Shadow memory layout:
  low   [0x77fff7ff0000-0x7f7ff77ef000]
  gap   [0x7f7ff77ef000-0x7ffff77ef000]
  high  [0x7ffff77ef000-0x7ffff7ff0000]

tid: 12868
================================================================

Program received signal SIGSEGV, Segmentation fault.
0x000000000023309 in morello::shim::svc_impl () at src/svc.cpp:54
54      in src/svc.cpp

We have encountered CHERIseed runtime error specifying which CHERI violation is at fault, which line triggered the fault and details regarding the capability responsible in order to provide useful information during the debugging session.

Following is an overview of how we represent a capability string.

<address> [<permissions>,<base>-<top>] (<attr>)

To read more about the capability string representation used, see Display Capabilities. Interpreting the above error message tells that capability at 0x77fff7febb60 is invalid with the value 0x0000002050db.

Note
(gdb) x/2xg 0x77fff7febb60
0x77fff7febb60: 0x0000002050db 0x000000000000
(gdb) x/s 0x0000002050db
0x2050db:       "This is a string"
The address used by the function is not the address of the pointer but of the capability where the address of the pointer is stored. This additional level of indirection should be kept in mind while debugging using CHERIseed.

Based on the nature of the violation, a SIGSEGV or SIGBUS signal is raised when CHERIseed detects violation of capability semantics at runtime. These signals can have different signal codes depending on the type of violation. CHERIseed handles violations by giving intuitive and elaborate information related to the error.

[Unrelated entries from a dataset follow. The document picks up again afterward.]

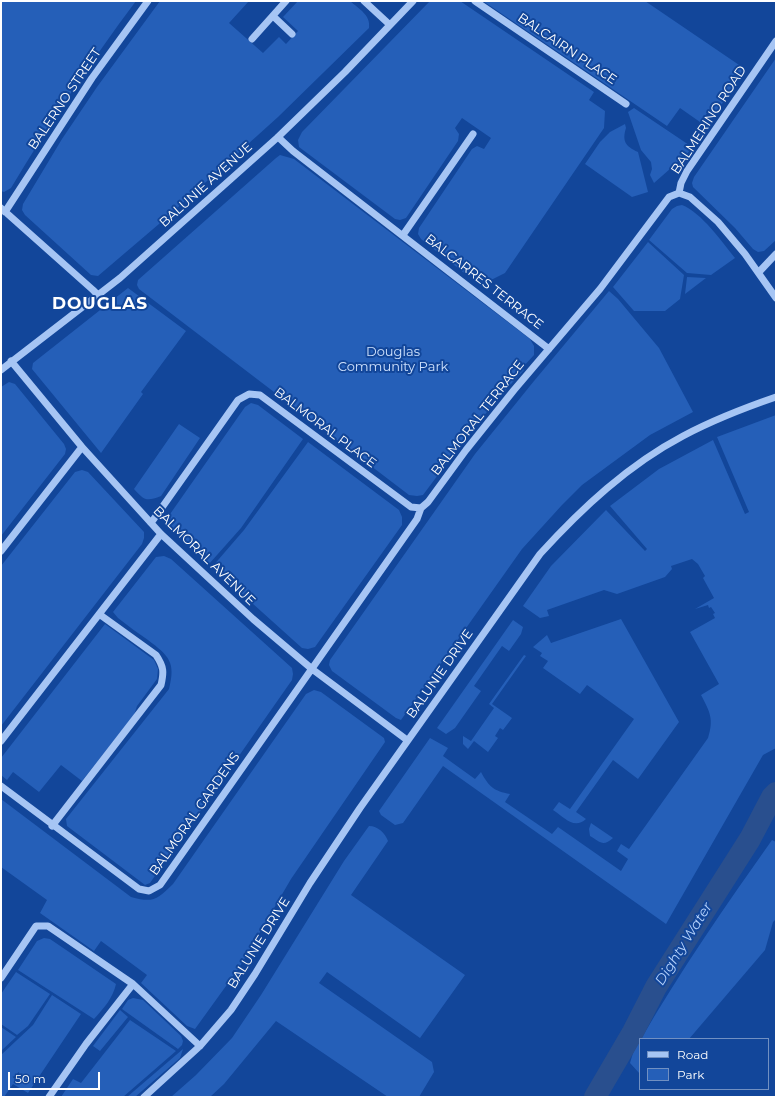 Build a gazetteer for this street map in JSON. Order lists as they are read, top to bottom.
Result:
{
  "streets": {
    "street": [
      "BALCAIRN PLACE",
      "BALERNO STREET",
      "BALMERINO ROAD",
      "BALUNIE AVENUE",
      "BALCARRES TERRACE",
      "BALMORAL TERRACE",
      "BALMORAL PLACE",
      "BALMORAL AVENUE",
      "BALUNIE DRIVE",
      "BALMORAL GARDENS"
    ]
  },
  "crossings": [
    ["BALMERINO ROAD", "BALMORAL TERRACE"],
    ["BALUNIE AVENUE", "BALCARRES TERRACE"],
    ["BALUNIE AVENUE", "BALMORAL AVENUE"],
    ["BALCARRES TERRACE", "BALMORAL TERRACE"],
    ["BALMORAL TERRACE", "BALMORAL PLACE"],
    ["BALMORAL TERRACE", "BALMORAL AVENUE"],
    ["BALMORAL TERRACE", "BALMORAL GARDENS"],
    ["BALMORAL PLACE", "BALMORAL AVENUE"],
    ["BALMORAL AVENUE", "BALUNIE DRIVE"],
    ["BALMORAL AVENUE", "BALMORAL GARDENS"]
  ],
  "districts": ["DOUGLAS"],
  "water": ["Dighty Water"],
  "parks": ["Douglas Community Park"],
  "legend": ["Road", "Park"],
  "scale_bar": "50 m"
} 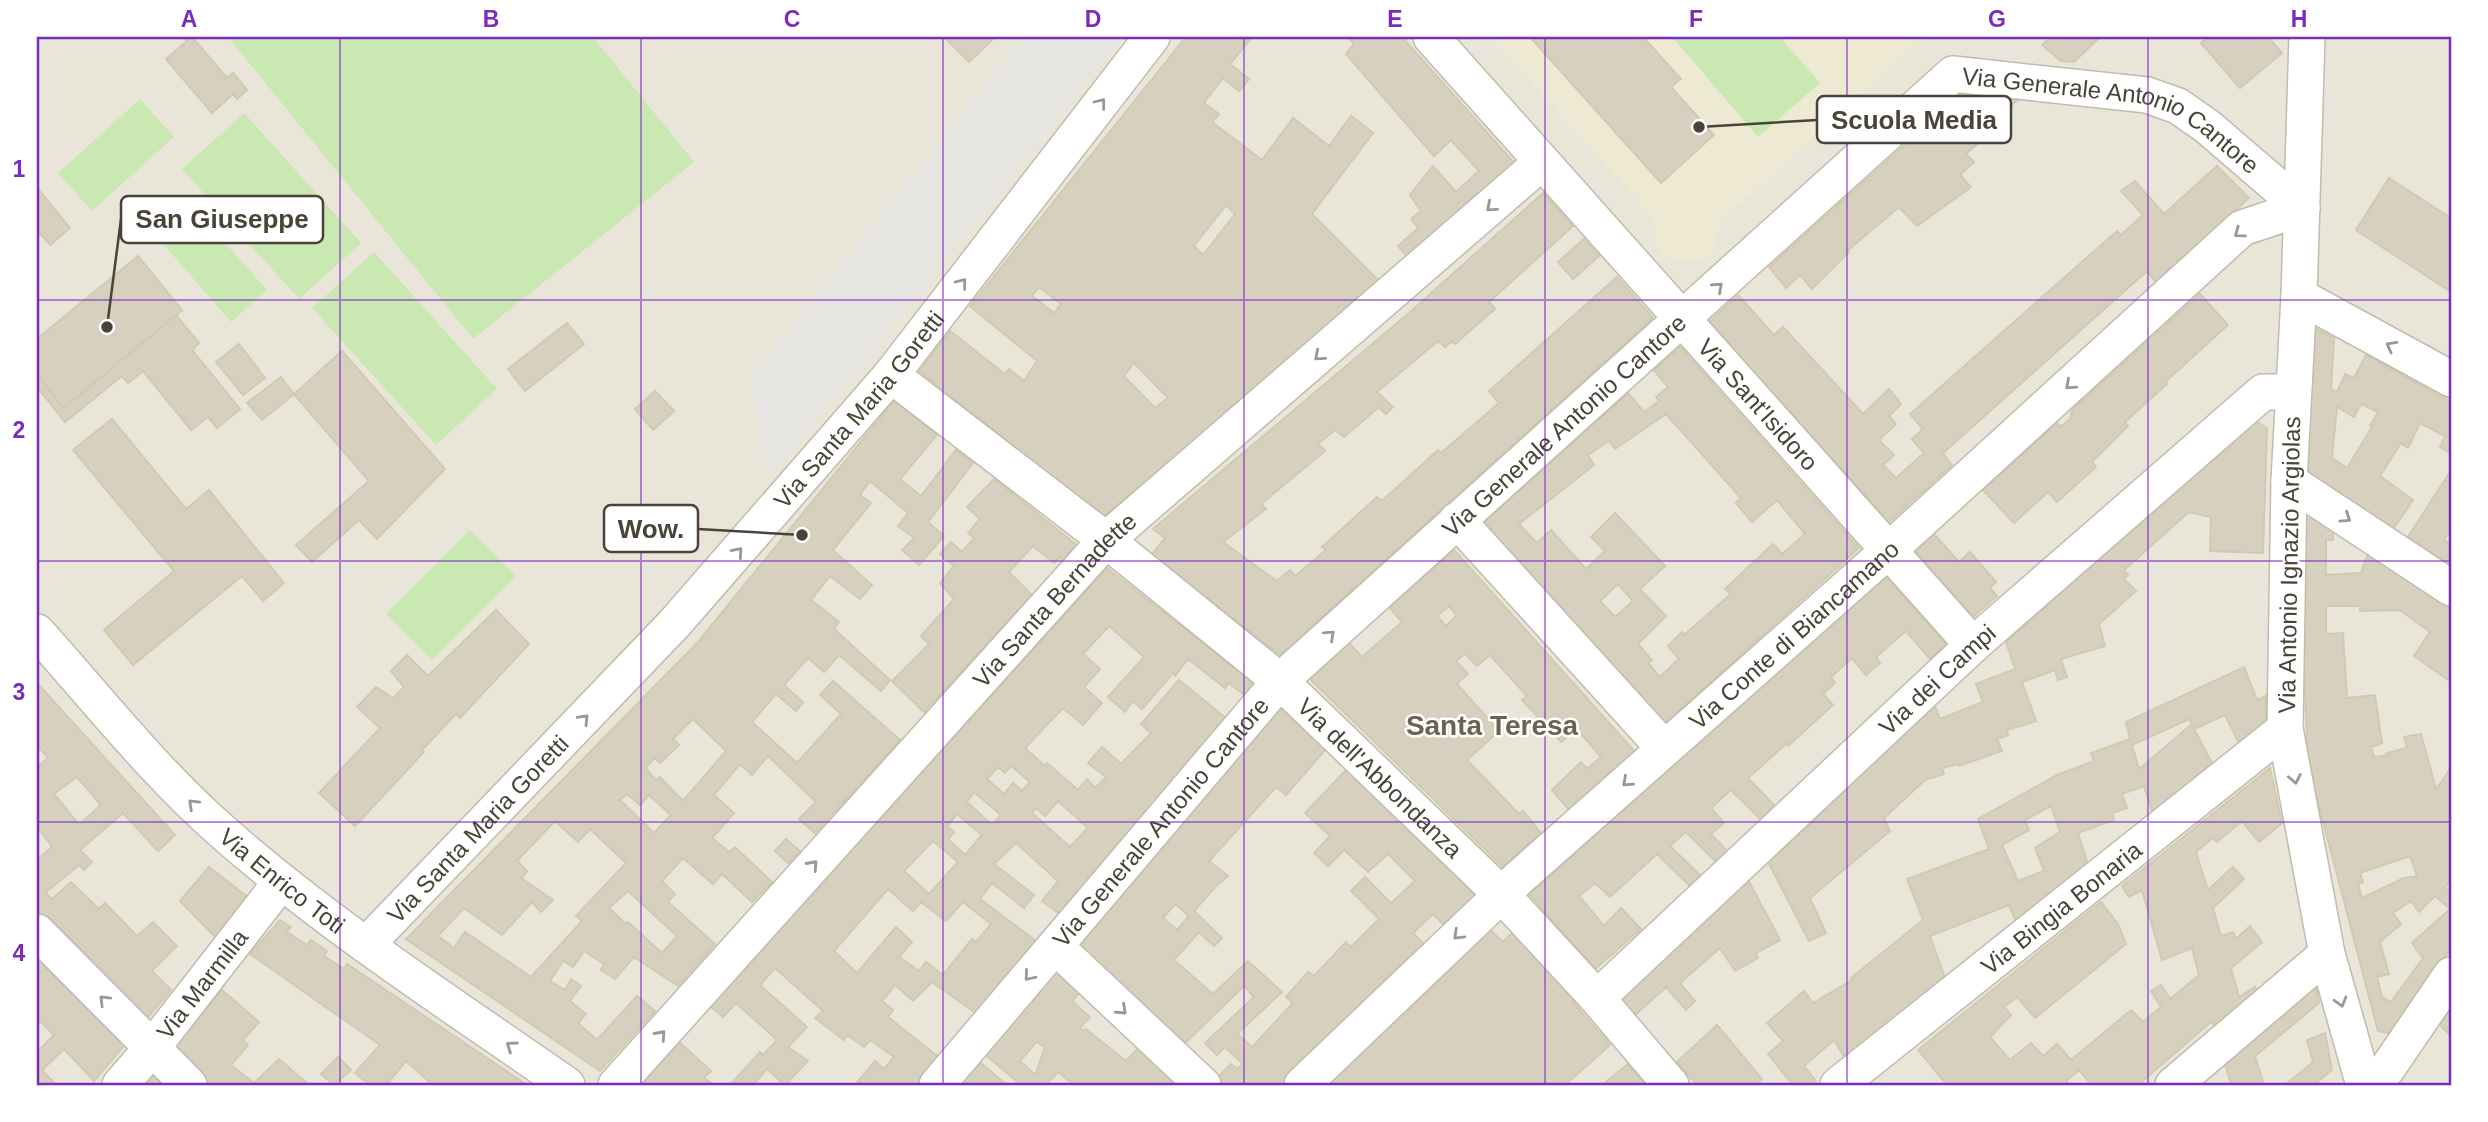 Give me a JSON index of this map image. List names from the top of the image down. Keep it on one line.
{"streets":{"street":["Via Generale Antonio Cantore","Via Sant'Isidoro","Via Santa Maria Goretti","Via Antonio Ignazio Argiolas","Via Santa Bernadette","Via Conte di Biancamano","Via dei Campi","Via dell'Abbondanza","Via Enrico Toti","Via Bingia Bonaria","Via Marmilla"]},"crossings":[["Via Generale Antonio Cantore","Via Sant'Isidoro"],["Via Generale Antonio Cantore","Via Antonio Ignazio Argiolas"],["Via Generale Antonio Cantore","Via Conte di Biancamano"],["Via Generale Antonio Cantore","Via dell'Abbondanza"],["Via Sant'Isidoro","Via Santa Bernadette"],["Via Sant'Isidoro","Via Conte di Biancamano"],["Via Sant'Isidoro","Via dei Campi"],["Via Santa Maria Goretti","Via dell'Abbondanza"],["Via Santa Maria Goretti","Via Enrico Toti"],["Via Antonio Ignazio Argiolas","Via Conte di Biancamano"],["Via Antonio Ignazio Argiolas","Via dei Campi"],["Via Antonio Ignazio Argiolas","Via Bingia Bonaria"],["Via Santa Bernadette","Via dell'Abbondanza"],["Via Conte di Biancamano","Via dell'Abbondanza"],["Via dei Campi","Via dell'Abbondanza"],["Via Enrico Toti","Via Marmilla"]],"one_way":["Via Santa Maria Goretti","Via Conte di Biancamano","Via Enrico Toti"],"districts":["Santa Teresa"],"places":["Scuola Media","San Giuseppe","Wow."],"grid":{"columns":["A","B","C","D","E","F","G","H"],"rows":["1","2","3","4"]}}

To know more about different behaviors supported by CHERIseed, refer to CHERIseed.rst.

Inspecting the CHERIseed error message further, we see a SIGSEGV is raised because the capability is untagged. According to the CHERI design, capabilities should have an associated tag bit that can be cleared to mark a capability as invalid. This aims to ensure that operations with a capability can only be performed if that capability is derived through valid transformations of valid capabilities. Please refer to the CHERIseed Design Doc to see how CHERIseed supports capability tags.

Furthermore, we can choose how CHERIseed should behave when it encounters semantic rule violations, i.e., it is possible to configure which checks are disabled at compile time (using compiler flags) or at runtime (using APIs or environment variables). For compile-time configuration of the checks, use the clang option -fsanitize-cheriseed-checks with a valid value string - compile-time configuration of the checks can be different per source module. For our case, let us try runtime configuration to enable all but tag checks using environment variable CHERISEED_CHECKS which controls how CHERIseed behaves without the need to recompile the application.

(gdb) set environment CHERISEED_CHECKS=-TAG
(gdb) run
Starting program: /home/cheriseed-workspace/string.bin

================================================================
Runtime Error detected by CHERIseed

Capability is missing required permission(s) at 0x77fff7febb60:

  0x0000002050db [0x000000000000-0xffffffffffffffff] (invalid)

Missing permission(s):
  r [LOAD]

Tag address was at 0x7f7ff77eebb6

Shadow memory layout:
  low   [0x77fff7ff0000-0x7f7ff77ef000]
  gap   [0x7f7ff77ef000-0x7ffff77ef000]
  high  [0x7ffff77ef000-0x7ffff7ff0000]

tid: 13167
================================================================

Program received signal SIGSEGV, Segmentation fault.
0x000000000023309a in morello::shim::svc_impl () at src/svc.cpp:54
54      in src/svc.cpp

The message tells that the load permission is missing from the capability while a capability load is required to execute the line. This was already understood since the previous error message displayed that the capability is untagged with invalid bounds and no permissions.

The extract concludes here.